TASK DETAILS - Every entry below, from first to last, should be copied exactly.

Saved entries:
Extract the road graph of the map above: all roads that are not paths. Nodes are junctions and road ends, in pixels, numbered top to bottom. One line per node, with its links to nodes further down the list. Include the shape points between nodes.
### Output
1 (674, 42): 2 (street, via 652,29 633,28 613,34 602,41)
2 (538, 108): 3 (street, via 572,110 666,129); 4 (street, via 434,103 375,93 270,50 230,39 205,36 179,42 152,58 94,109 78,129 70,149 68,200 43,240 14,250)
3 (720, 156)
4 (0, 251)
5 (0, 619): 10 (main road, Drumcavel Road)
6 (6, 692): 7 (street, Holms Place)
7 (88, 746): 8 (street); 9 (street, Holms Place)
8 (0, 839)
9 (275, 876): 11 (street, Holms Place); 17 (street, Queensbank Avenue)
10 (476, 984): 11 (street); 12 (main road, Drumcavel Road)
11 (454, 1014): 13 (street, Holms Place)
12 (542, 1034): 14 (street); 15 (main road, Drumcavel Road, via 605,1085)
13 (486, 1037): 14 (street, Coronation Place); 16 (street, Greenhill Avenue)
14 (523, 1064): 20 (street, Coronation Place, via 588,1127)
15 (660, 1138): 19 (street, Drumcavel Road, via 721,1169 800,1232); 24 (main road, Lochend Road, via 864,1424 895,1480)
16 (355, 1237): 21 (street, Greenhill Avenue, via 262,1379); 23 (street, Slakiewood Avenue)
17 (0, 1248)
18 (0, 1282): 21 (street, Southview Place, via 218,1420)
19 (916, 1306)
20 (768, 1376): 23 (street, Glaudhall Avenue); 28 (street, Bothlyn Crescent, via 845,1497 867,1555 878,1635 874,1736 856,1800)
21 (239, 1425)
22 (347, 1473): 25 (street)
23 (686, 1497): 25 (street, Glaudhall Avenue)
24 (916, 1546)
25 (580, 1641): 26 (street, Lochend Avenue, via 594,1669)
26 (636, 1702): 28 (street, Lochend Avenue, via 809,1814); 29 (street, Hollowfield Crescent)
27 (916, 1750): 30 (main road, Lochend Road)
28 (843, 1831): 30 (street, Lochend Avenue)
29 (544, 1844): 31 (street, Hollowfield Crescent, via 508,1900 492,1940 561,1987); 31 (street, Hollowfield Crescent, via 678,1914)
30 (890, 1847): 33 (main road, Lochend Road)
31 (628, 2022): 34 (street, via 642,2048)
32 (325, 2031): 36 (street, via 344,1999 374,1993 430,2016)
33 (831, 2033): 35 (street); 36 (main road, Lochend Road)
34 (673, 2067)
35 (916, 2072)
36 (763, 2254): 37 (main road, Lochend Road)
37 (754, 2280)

WRITTEN ANSWER -
Extract the road graph of the map above: all roads that are not paths. Nodes are junctions and road ends, in pixels, numbered top to bottom. One line per node, with its links to nodes further down the list. Include the shape points between nodes.
### Output
1 (674, 42): 2 (street, via 652,29 633,28 613,34 602,41)
2 (538, 108): 3 (street, via 572,110 666,129); 4 (street, via 434,103 375,93 270,50 230,39 205,36 179,42 152,58 94,109 78,129 70,149 68,200 43,240 14,250)
3 (720, 156)
4 (0, 251)
5 (0, 619): 10 (main road, Drumcavel Road)
6 (6, 692): 7 (street, Holms Place)
7 (88, 746): 8 (street); 9 (street, Holms Place)
8 (0, 839)
9 (275, 876): 11 (street, Holms Place); 17 (street, Queensbank Avenue)
10 (476, 984): 11 (street); 12 (main road, Drumcavel Road)
11 (454, 1014): 13 (street, Holms Place)
12 (542, 1034): 14 (street); 15 (main road, Drumcavel Road, via 605,1085)
13 (486, 1037): 14 (street, Coronation Place); 16 (street, Greenhill Avenue)
14 (523, 1064): 20 (street, Coronation Place, via 588,1127)
15 (660, 1138): 19 (street, Drumcavel Road, via 721,1169 800,1232); 24 (main road, Lochend Road, via 864,1424 895,1480)
16 (355, 1237): 21 (street, Greenhill Avenue, via 262,1379); 23 (street, Slakiewood Avenue)
17 (0, 1248)
18 (0, 1282): 21 (street, Southview Place, via 218,1420)
19 (916, 1306)
20 (768, 1376): 23 (street, Glaudhall Avenue); 28 (street, Bothlyn Crescent, via 845,1497 867,1555 878,1635 874,1736 856,1800)
21 (239, 1425)
22 (347, 1473): 25 (street)
23 (686, 1497): 25 (street, Glaudhall Avenue)
24 (916, 1546)
25 (580, 1641): 26 (street, Lochend Avenue, via 594,1669)
26 (636, 1702): 28 (street, Lochend Avenue, via 809,1814); 29 (street, Hollowfield Crescent)
27 (916, 1750): 30 (main road, Lochend Road)
28 (843, 1831): 30 (street, Lochend Avenue)
29 (544, 1844): 31 (street, Hollowfield Crescent, via 508,1900 492,1940 561,1987); 31 (street, Hollowfield Crescent, via 678,1914)
30 (890, 1847): 33 (main road, Lochend Road)
31 (628, 2022): 34 (street, via 642,2048)
32 (325, 2031): 36 (street, via 344,1999 374,1993 430,2016)
33 (831, 2033): 35 (street); 36 (main road, Lochend Road)
34 (673, 2067)
35 (916, 2072)
36 (763, 2254): 37 (main road, Lochend Road)
37 (754, 2280)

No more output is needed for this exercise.